Sailor et Lula : retour sur l’arrivée électrique de David Lynch au Festival de Cannes

Grosse pression avant la projection

Sailor et Lula : retour sur l’arrivée électrique de David Lynch au Festival de Cannes

En 1990, le jury du Festival de Cannes présidé par Bernardo Bertolucci décerne la Palme d’or à "Sailor et Lula". Quelques heures plus tôt, David Lynch découvrait la version finale montée en urgence de son road movie porté par Laura Dern et Nicolas Cage.

Sailor et Lula : true romance

Alors qu’il planche sur la série Twin Peaks, David Lynch découvre le roman Wild at Heart : The Story of Sailor and Lula de Barry Gifford grâce au producteur du pilote de la série Monty Montgomery. Conquis par l’ouvrage, le réalisateur décide de l’adapter, mettant de côté le projet de film noir sur lequel il travaille en parallèle. Sorti en 1990, Sailor et Lula raconte le périple de deux amants entraînés malgré eux dans un tourbillon de fureur et de violence.
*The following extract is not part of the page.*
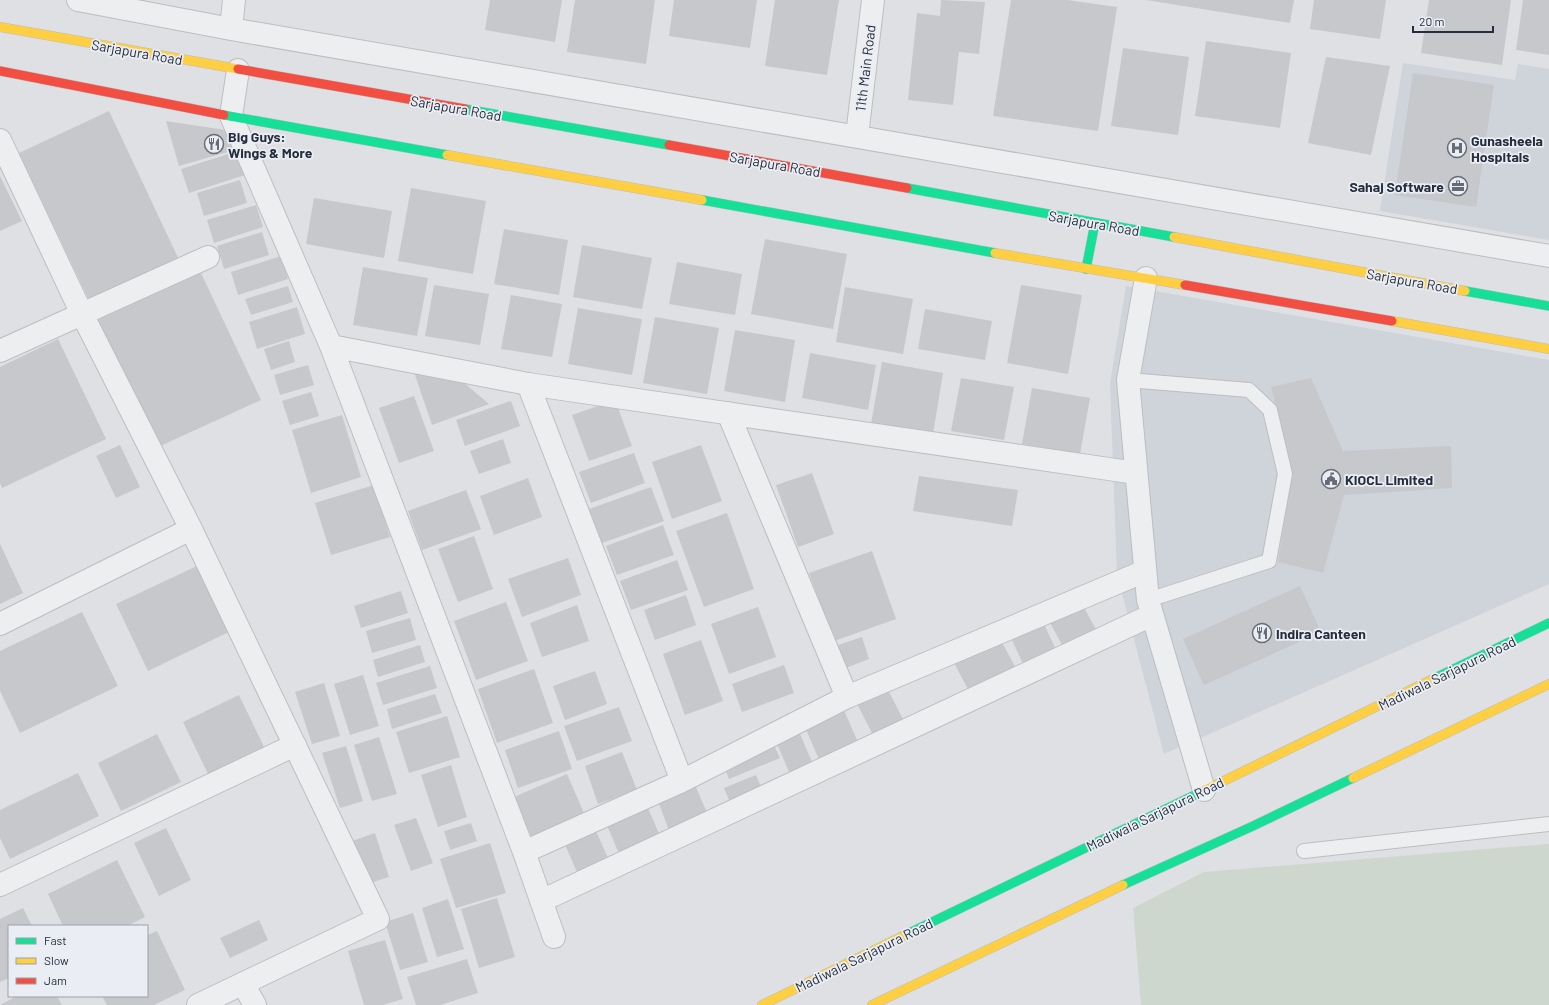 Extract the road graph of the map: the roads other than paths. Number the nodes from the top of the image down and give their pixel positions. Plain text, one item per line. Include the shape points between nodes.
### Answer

Après avoir passé deux ans en prison pour homicide involontaire, Sailor (Nicolas Cage) est enfin libre comme l’air. À sa sortie, Lula (Laura Dern) l’attend et les deux prennent la route. Désapprouvant leur amour, Marietta Fortune (Diane Ladd) – la mère folle à lier de Lula – met sur leur piste le détective privé Johnnie Farragut (Harry Dean Stanton). Perdant très vite son calme à force d’attendre, elle engage le gangster Marcello Santos (J.E. Freeman) pour éliminer Sailor.
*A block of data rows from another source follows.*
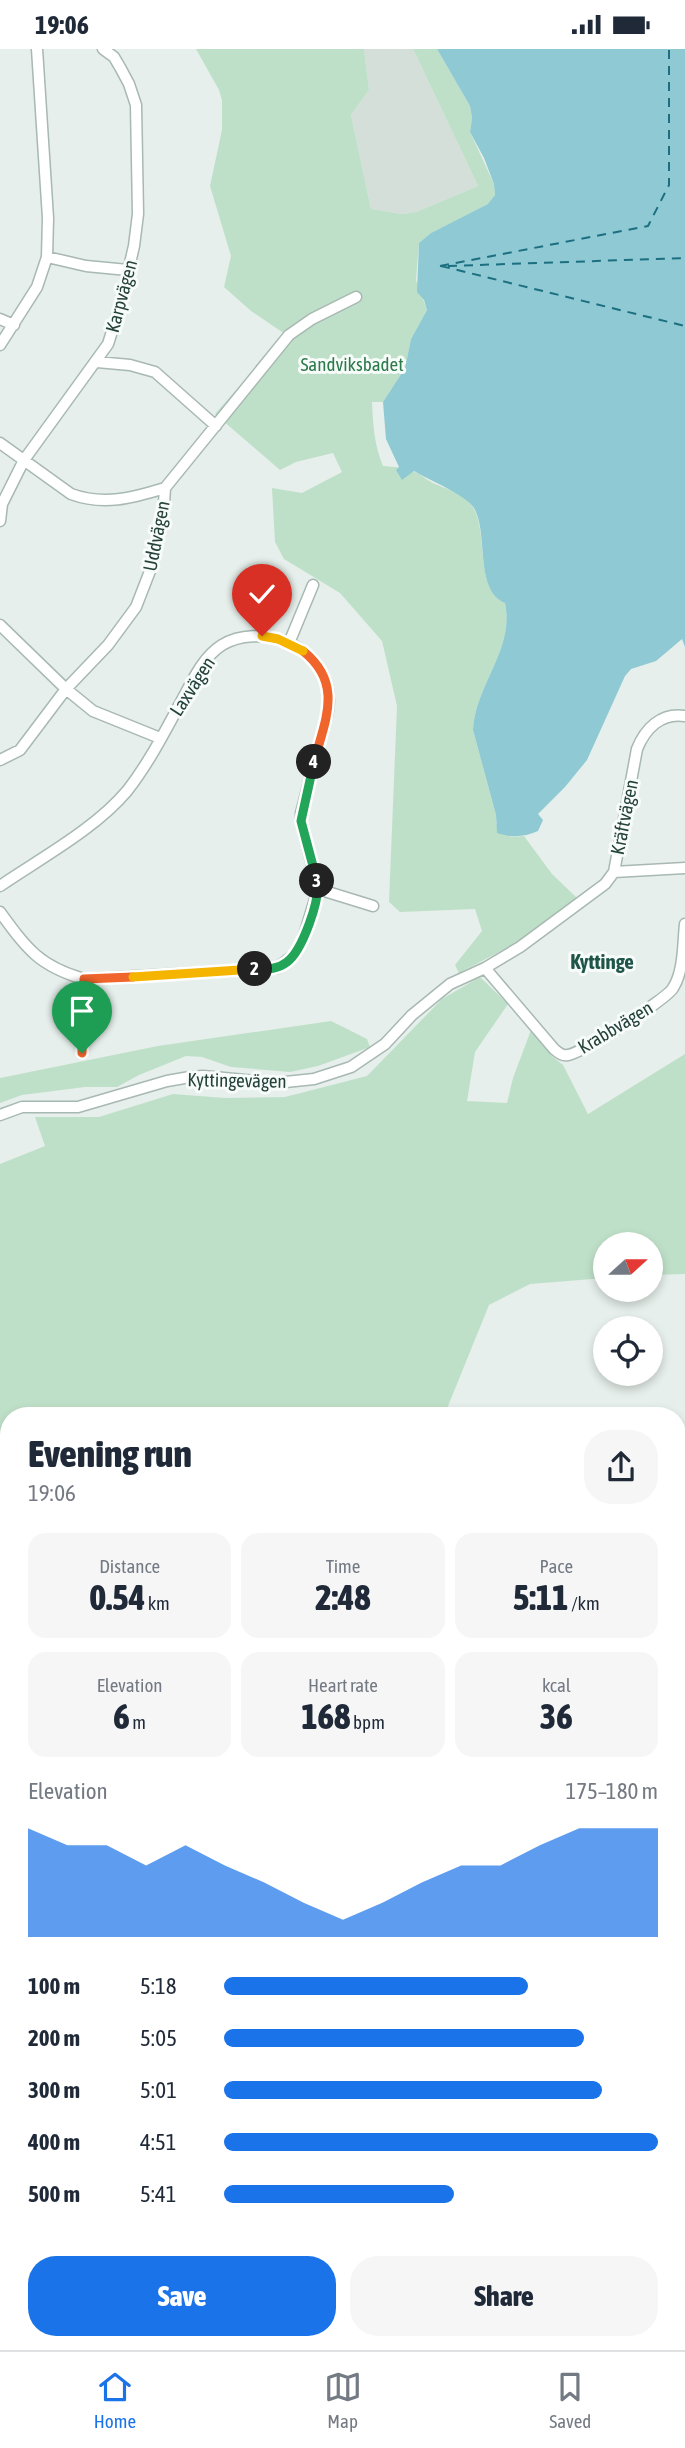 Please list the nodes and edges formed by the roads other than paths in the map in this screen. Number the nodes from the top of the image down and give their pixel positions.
1 (37, 49) edge
2 (107, 50) edge
3 (47, 257) junction
4 (128, 270) junction
5 (356, 297) dead end
6 (0, 319) edge
7 (14, 325) junction
8 (0, 345) edge
9 (97, 362) junction
10 (216, 426) junction
11 (0, 443) edge
12 (24, 460) junction
13 (165, 488) junction
14 (0, 521) edge
15 (313, 585) dead end
16 (0, 625) edge
17 (289, 643) junction
18 (66, 689) junction
19 (685, 716) edge
20 (160, 738) junction
21 (0, 760) edge
22 (685, 868) edge
23 (614, 871) junction
24 (0, 886) edge
25 (318, 889) junction
26 (373, 906) dead end
27 (0, 912) edge
28 (685, 924) edge
29 (485, 968) junction
30 (84, 979) junction
31 (82, 1053) dead end
32 (0, 1115) edge

1 - 3 street
2 - 4 street, Karpvägen
3 - 4 street
3 - 7 street
4 - 9 street, Karpvägen
5 - 10 street, Uddvägen
6 - 7 street
7 - 8 street
9 - 10 street
9 - 12 street, Karpvägen
10 - 13 street, Uddvägen
11 - 12 street
12 - 13 street
12 - 14 street, Karpvägen
13 - 18 street, Uddvägen
15 - 17 street
16 - 18 street
17 - 20 street, Laxvägen
17 - 25 street, Laxvägen
18 - 20 street
18 - 21 street, Uddvägen
19 - 23 street, Kräftvägen
20 - 24 street, Laxvägen
22 - 23 street
23 - 29 street, Kräftvägen
25 - 26 street
25 - 30 street
27 - 30 street
28 - 29 street, Krabbvägen
29 - 32 street, Kyttingevägen
30 - 31 street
Pendant ce temps, le couple multiplie les rencontres étranges et inquiétantes sur son chemin, croisant notamment l’énigmatique vagabonde Perdita Durango (Isabella Rossellini), ou encore le tueur aux dents courtes et à l’haleine fétide Bobby Peru (Willem Dafoe). L’amour de Sailor et Lula résistera-t-il à ce voyage en enfer ?

Sailor et Lula
Sailor et Lula ©Universal Pictures

Crispin Glover, Grace Zabriskie et Sherilyn Fenn complètent la distribution de ce road movie fou et brûlant, qui multiplie les références au classique Le Magicien d’Oz. Enchaînant les situations insensées et marqué par un humour absurde, le film est, d’après les mots de son réalisateur :

Une histoire d’amour qui passe par une étrange autoroute dans le monde moderne et tordu.

Une première version qui "partait dans tous les sens"
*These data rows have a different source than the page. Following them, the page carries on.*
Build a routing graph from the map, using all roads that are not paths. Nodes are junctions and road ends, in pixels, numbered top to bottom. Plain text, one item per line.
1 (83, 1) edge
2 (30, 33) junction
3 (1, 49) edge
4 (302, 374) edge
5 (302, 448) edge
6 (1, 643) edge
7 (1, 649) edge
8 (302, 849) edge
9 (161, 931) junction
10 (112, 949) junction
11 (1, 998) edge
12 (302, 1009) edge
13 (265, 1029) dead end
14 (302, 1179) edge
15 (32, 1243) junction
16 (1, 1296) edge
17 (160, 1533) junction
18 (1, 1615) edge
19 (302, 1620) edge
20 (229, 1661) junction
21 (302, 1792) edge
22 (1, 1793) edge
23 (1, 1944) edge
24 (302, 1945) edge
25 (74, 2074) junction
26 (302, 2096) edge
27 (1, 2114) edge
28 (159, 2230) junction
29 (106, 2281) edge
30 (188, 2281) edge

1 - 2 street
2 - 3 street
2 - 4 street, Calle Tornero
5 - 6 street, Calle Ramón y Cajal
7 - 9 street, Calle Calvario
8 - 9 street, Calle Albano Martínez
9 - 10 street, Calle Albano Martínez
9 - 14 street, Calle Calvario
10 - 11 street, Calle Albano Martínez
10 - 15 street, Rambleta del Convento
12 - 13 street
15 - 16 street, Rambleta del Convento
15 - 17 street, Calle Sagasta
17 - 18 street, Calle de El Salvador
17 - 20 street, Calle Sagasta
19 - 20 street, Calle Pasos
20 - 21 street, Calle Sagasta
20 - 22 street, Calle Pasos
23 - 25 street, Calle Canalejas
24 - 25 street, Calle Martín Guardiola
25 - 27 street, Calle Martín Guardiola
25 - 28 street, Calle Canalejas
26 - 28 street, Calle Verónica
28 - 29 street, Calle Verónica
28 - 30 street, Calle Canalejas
Une fois le tournage de Sailor et Lula terminé, David Lynch souhaite dévoiler le long-métrage au festival de Cannes. Il fait part de cette envie au monteur Duwayne Dunham, qui s’occupe également des premiers épisodes de Twin Peaks. Ce dernier l'avertit que les délais seront très courts mais ils se mettent tous deux au travail.

Ne pouvant compter sur son collaborateur Alan Splet, David Lynch se charge lui-même du montage sonore. Lorsqu’il découvre les enregistrements concoctés par le cinéaste, Duwayne Dunham hallucine en entendant les effets. Dans l’ouvrage L’Espace du rêve qui retrace la carrière du réalisateur, le monteur se souvient :

Boucler le montage de Sailor et Lula et de Twin Peaks en même temps, c’était dingue, et aucun individu sain d’esprit n’aurait tenté un truc pareil. Le premier montage de Sailor et Lula durait quatre heures, et la première fois que nous l’avons projeté à quelques personnes, David avait mis le son beaucoup trop fort – mais ouah ! ça décoiffait ! C’était trop cool, ça vous flanquait la chair de poule. Mais bon, ça n’avait ni queue ni tête, ça partait dans tous les sens.

Sailor et Lula
Sailor Ripley (Nicolas Cage) - Sailor et Lula ©Universal Pictures

Le tandem repart donc en salle de montage et arrive à la version finale du film, qui dure un peu plus de deux heures. Lorsqu’ils testent cette copie, David Lynch et Duwayne Dunham font face à un autre problème :

La première fois que nous avons visionné le montage final du film, il était minuit, chez Skywalker Sound, et les haut-parleurs ont grillé.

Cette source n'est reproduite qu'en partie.